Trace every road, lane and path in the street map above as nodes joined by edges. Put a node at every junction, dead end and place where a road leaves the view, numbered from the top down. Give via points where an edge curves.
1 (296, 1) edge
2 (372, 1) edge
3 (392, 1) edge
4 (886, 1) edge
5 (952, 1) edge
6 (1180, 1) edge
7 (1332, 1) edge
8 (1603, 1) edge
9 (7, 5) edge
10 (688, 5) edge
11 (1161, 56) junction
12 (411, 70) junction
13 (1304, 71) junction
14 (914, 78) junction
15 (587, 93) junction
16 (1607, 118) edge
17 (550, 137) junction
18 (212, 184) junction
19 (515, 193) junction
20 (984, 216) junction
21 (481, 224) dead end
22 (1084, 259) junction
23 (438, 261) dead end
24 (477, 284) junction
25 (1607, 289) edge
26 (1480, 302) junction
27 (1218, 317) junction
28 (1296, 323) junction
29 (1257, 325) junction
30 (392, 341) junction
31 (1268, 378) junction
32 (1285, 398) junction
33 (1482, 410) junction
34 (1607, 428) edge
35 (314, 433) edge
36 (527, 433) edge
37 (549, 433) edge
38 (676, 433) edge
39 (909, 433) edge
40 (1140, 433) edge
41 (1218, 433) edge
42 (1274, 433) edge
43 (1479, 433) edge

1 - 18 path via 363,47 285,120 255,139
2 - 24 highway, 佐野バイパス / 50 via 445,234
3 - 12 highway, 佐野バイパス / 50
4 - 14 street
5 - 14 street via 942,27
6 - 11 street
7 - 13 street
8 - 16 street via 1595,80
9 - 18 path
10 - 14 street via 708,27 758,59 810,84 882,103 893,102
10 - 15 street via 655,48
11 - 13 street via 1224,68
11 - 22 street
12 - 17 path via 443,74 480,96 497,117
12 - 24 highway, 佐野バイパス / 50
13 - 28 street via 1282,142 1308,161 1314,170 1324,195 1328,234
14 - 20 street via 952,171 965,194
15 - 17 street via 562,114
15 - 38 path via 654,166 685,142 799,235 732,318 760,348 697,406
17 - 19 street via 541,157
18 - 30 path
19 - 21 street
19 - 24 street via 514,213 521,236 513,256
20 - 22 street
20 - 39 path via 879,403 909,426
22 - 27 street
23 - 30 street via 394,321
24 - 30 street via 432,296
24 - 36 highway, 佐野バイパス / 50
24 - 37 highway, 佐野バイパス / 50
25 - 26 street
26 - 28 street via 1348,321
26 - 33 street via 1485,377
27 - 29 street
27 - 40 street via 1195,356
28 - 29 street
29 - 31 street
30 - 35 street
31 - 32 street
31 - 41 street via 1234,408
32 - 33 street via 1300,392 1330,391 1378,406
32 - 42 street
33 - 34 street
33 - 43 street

--*--

GOAL OF THE EXERCISE »
Copy out every line of the entries where the string "highway" shows up.

RESPONSE »
2 - 24 highway, 佐野バイパス / 50 via 445,234
3 - 12 highway, 佐野バイパス / 50
12 - 24 highway, 佐野バイパス / 50
24 - 36 highway, 佐野バイパス / 50
24 - 37 highway, 佐野バイパス / 50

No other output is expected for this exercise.